NB:  Because of the last sentence above, I find it highly likely that this
     speculation does not show the cause of this particular problem, but
     it does indicate a new kind of problem to look out for due to the
     ability of STinG servers and modules to use TIMER_call handlers.
     This will allow them to be activated in the interval between the
     'TCP_handler' operations and the 'timer_function' operations that
     those cause.  The solution is to not allow TCP_handler to leave any
     connection it handles in a connection state that does not match the
     current situation at the time when any TIMER_call handler is called.

     The best, and most generic, way to eliminate all such holes by a
     simple modification, is to modify the existing IP_handler function
     so that it takes another argument in addition to the main handler
     ptr.  That new argument should be a ptr to a handler identical to
     the one used with TIMER_call (or NULL if none is needed). The new
     handler should be added to a new internal queue similar to that
     used for TIMER_call handlers.  Then you modify the 'poll_ports'
     function so as to add one more 'for' loop to call the new timer
     driven functions that are specific for protocol handlers.  This
     new loop should naturally be added directly after the loop in
     which 'process_dgram' is called, since this is what leads to the
     calling of the protocol handlers.

     This change would make it impossible for any TIMER_call handlers
     to 'see' intermediate states between execution of the main handler
     of any installed protocol and the execution of its supporting timer
     driven handler.

     Apart from the kernel changes described above it will only require
     two small changes each in UDP and TCP modules.  You will need to
     add the 'timer_function' pointer argument to the IP_handler calls,
     and remove the calls to TIMER_call.


----- snip ----- re: my need for newer TCP sources
>
>I will do so. People have reported that the speed problem does not strike
>with a certain TCP version as of last year, while the following version
>causes trouble. I have partially isolated the versions and their
>corresponding source code, so that by comparing the source we should be
>able to deduce something.

Mmm, I'm not so sure of that.  I do not think that the problem was ever
completely gone from any version, though some versions had characteristics
that masked the bugs from being observed under common operating conditions.
We need to look for some fundamental method changes to make in how ACKing
packets are optimized for efficiency.  I do have some ideas, which I will
try out as soon as I have a modern TCP source to experiment with.

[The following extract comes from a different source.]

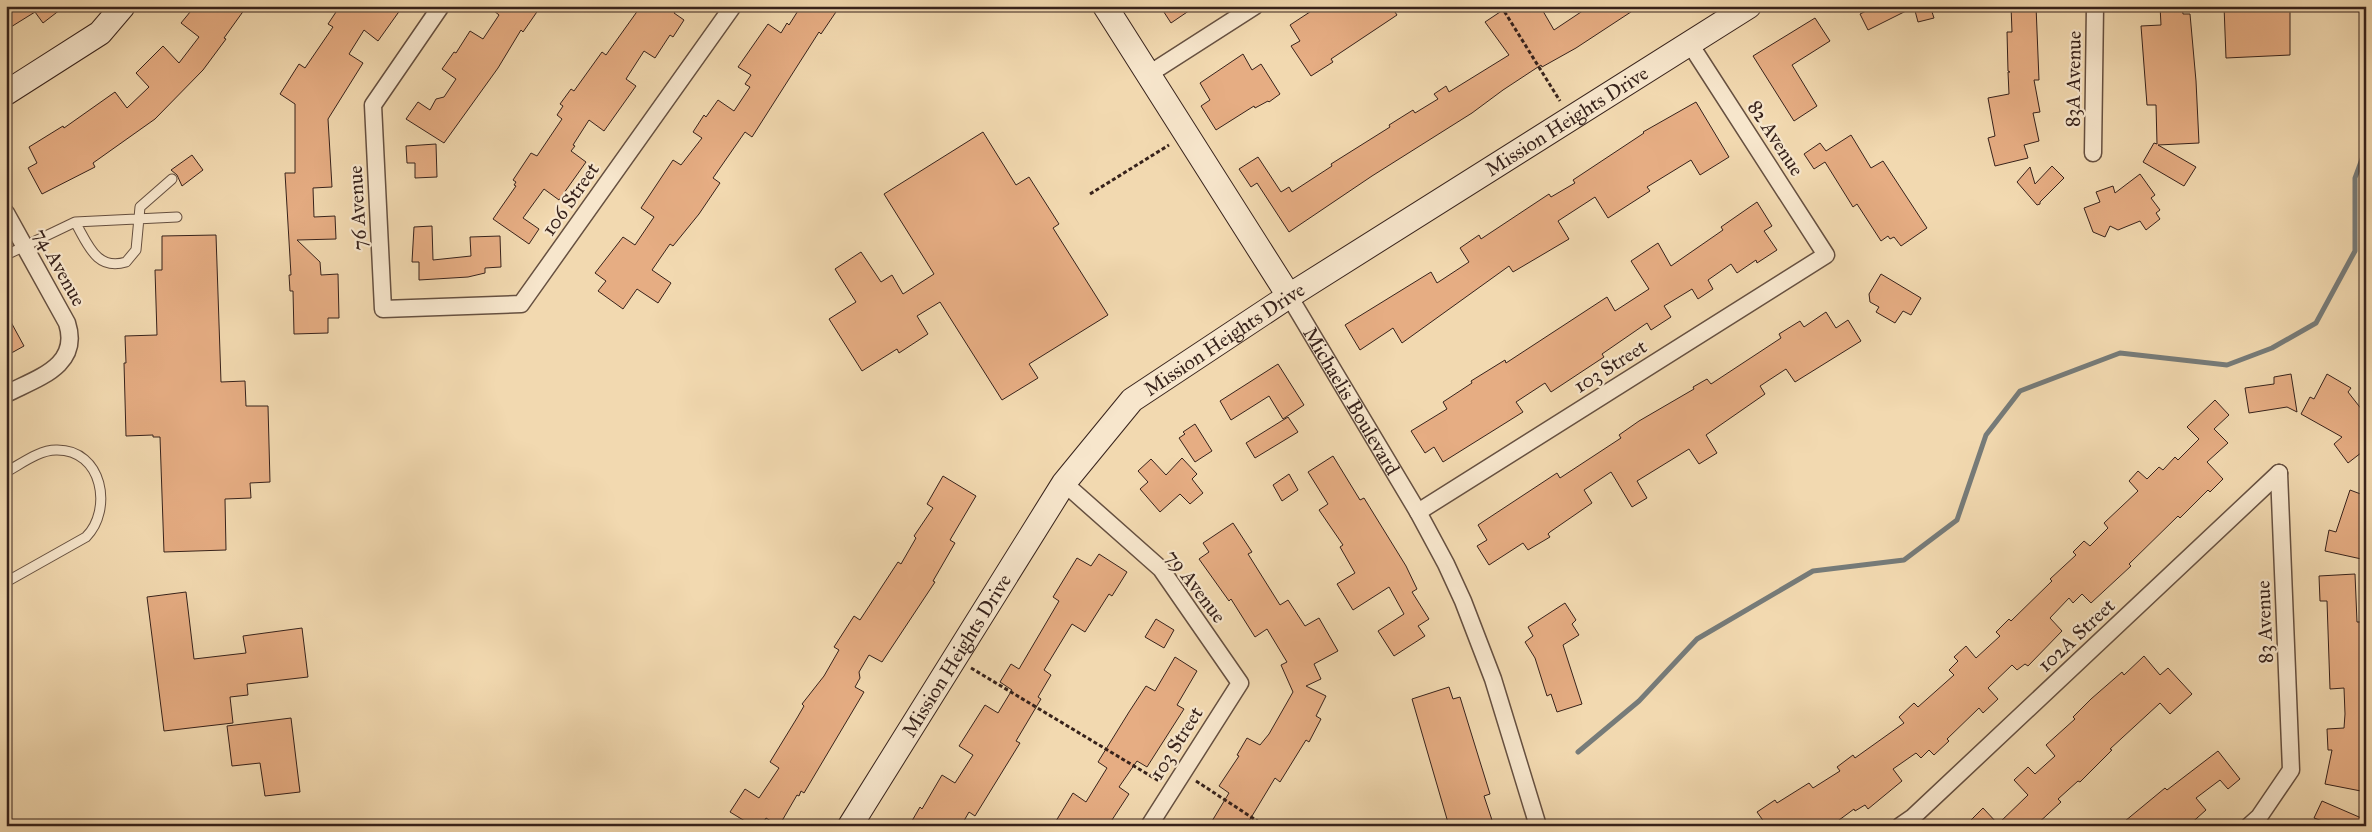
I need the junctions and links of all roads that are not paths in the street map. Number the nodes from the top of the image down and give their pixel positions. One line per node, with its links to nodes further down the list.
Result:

----- snip ----- re: rearranging timeout loops to allow minimal delay
>
>I indeed believe I have changed it already, but I'll double-check. I'm now
>not as tight on time anymore, so I can commit more time to hacking.
>However there are several things to do that have been delayed due to my
>examn stuff, so still a few more days before devoting most of my free time
>to programming and bug-hunting.

I had expected as much.  Putting normal life 'on hold' for studies usually
does require some catching up afterwards.